量的緩和(りょうてきかんわ)

量的緩和(りょうてきかんわ)

分類:経済

中央銀行が市場に供給する資金の量を増やすことで、金融市場の安定や景気回復を図る政策。

日本の場合、日銀の金融緩和政策の操作目標を「短期金利(無担保コール翌日物金利)」ではなく、日銀が金融機関等から受け入れている当座預金残高などの「量」(マネタリーベース)に置いた金融政策のことをいう。日本では、バブル経済破たん以降、低金利政策が長期にわたって実施されても、金融機関の不良債権処理が進まず、なかなか実体経済に十分な資金が供給されない状況が続いていた。こうした状況を改善し、金融システムの安定化とデフレを防止するべく2001年3月から量的緩和策が導入されたが、2006年3月に解除された。

その後、日銀は2013年4月に量的な金融緩和を推進する観点から、再び金融市場調節の操作目標を、短期金利からマネタリーベースに変更し日銀は2016年9月、物価上昇率の実績値が安定的に2%を超えるまで、マネタリーベースの拡大方針を継続すると決定した。

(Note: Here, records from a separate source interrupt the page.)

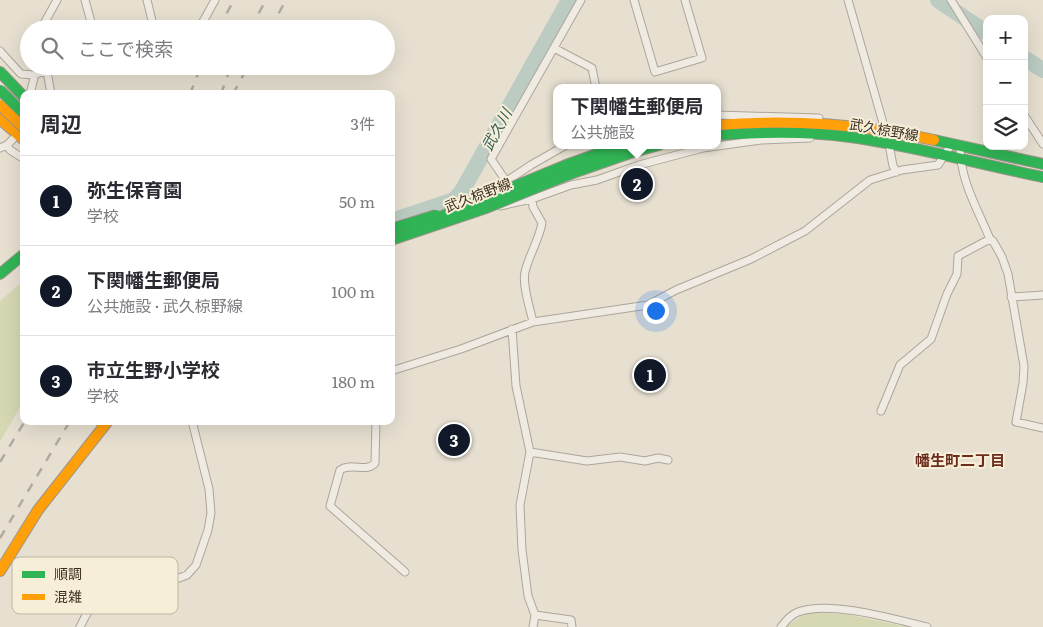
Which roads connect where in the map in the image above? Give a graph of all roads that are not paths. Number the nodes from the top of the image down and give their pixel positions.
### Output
1 (57, 0) edge
2 (86, 0) edge
3 (147, 0) edge
4 (581, 0) edge
5 (634, 0) edge
6 (685, 0) edge
7 (848, 0) edge
8 (952, 1) edge
9 (213, 2) edge
10 (46, 20) edge
11 (91, 20) edge
12 (152, 20) edge
13 (204, 20) edge
14 (554, 48) junction
15 (0, 51) edge
16 (983, 52) edge
17 (0, 72) edge
18 (20, 73) edge
19 (34, 75) edge
20 (47, 75) edge
21 (595, 84) edge
22 (0, 90) edge
23 (32, 90) edge
24 (51, 90) edge
25 (20, 94) edge
26 (20, 100) edge
27 (0, 105) edge
28 (20, 110) edge
29 (0, 111) edge
30 (721, 115) edge
31 (0, 119) edge
32 (1028, 121) edge
33 (721, 125) edge
34 (886, 131) junction
35 (20, 134) edge
36 (721, 135) edge
37 (1043, 142) edge
38 (889, 144) junction
39 (721, 145) edge
40 (956, 145) junction
41 (3, 146) edge
42 (559, 149) edge
43 (613, 149) edge
44 (645, 149) edge
45 (704, 149) edge
46 (20, 156) edge
47 (946, 156) junction
48 (960, 160) junction
49 (1043, 164) edge
50 (568, 169) junction
51 (897, 172) junction
52 (1043, 177) edge
53 (506, 181) junction
54 (532, 199) junction
55 (481, 207) junction
56 (427, 226) junction
57 (395, 228) edge
58 (395, 233) edge
59 (395, 238) edge
60 (395, 238) edge
61 (990, 239) junction
62 (395, 245) edge
63 (20, 257) edge
64 (0, 274) edge
65 (1043, 295) edge
66 (1011, 297) junction
67 (533, 322) junction
68 (512, 329) junction
69 (395, 370) edge
70 (881, 411) dead end
71 (105, 425) edge
72 (193, 425) edge
73 (376, 425) edge
74 (1043, 428) edge
75 (530, 452) junction
76 (668, 460) dead end
77 (0, 571) edge
78 (405, 572) dead end
79 (178, 578) edge
80 (87, 614) edge
81 (535, 615) junction
82 (80, 627) edge
83 (533, 627) edge
84 (572, 627) edge
85 (781, 627) edge
86 (926, 627) edge

1 - 10 street
2 - 11 street
3 - 12 street
4 - 14 street
5 - 6 street
7 - 34 street
8 - 16 street
9 - 13 street
14 - 21 street
14 - 53 street
15 - 18 street
17 - 25 main road
19 - 23 street
20 - 24 street
22 - 28 main road, bridge
26 - 29 street
27 - 35 main road, bridge
30 - 34 street
31 - 35 main road
32 - 37 street
33 - 34 main road, 武久椋野線
34 - 38 street
34 - 40 main road, 武久椋野線
35 - 41 street
36 - 38 main road, 武久椋野線
38 - 39 street
38 - 47 main road, 武久椋野線
38 - 51 street
40 - 47 street
40 - 48 street
40 - 49 main road, 武久椋野線
41 - 46 street
42 - 53 street
43 - 50 main road, 武久椋野線
44 - 50 main road, 武久椋野線
45 - 54 street
47 - 48 main road, 武久椋野線
47 - 51 street
48 - 52 main road, 武久椋野線
48 - 61 street
50 - 55 main road, 武久椋野線, bridge
51 - 67 street
53 - 54 street
53 - 56 street
54 - 55 street
54 - 67 street
55 - 56 street
55 - 57 main road, bridge
55 - 58 main road, 武久椋野線, bridge
55 - 59 main road, 武久椋野線, bridge
55 - 62 main road, bridge
56 - 60 main road
61 - 66 street
61 - 70 street
63 - 64 main road
65 - 66 street
66 - 74 street
67 - 68 street
68 - 69 street
68 - 75 street
71 - 77 main road
72 - 79 street
73 - 78 street
75 - 76 street
75 - 81 street
80 - 82 street
81 - 83 street
81 - 84 street
85 - 86 street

米国では、米金融危機による景気低迷への対応策として、米国債や住宅ローン担保証券などを買い入れ金融市場への資金供給量を増加する手法(LSAPs)を採用。2008年11月から2010年6月までの「QE1」、2010年11月から2011年6月までの「QE2」、2012年9月から2014年10月までの「QE3」と、3度の大規模な金融緩和を実施した。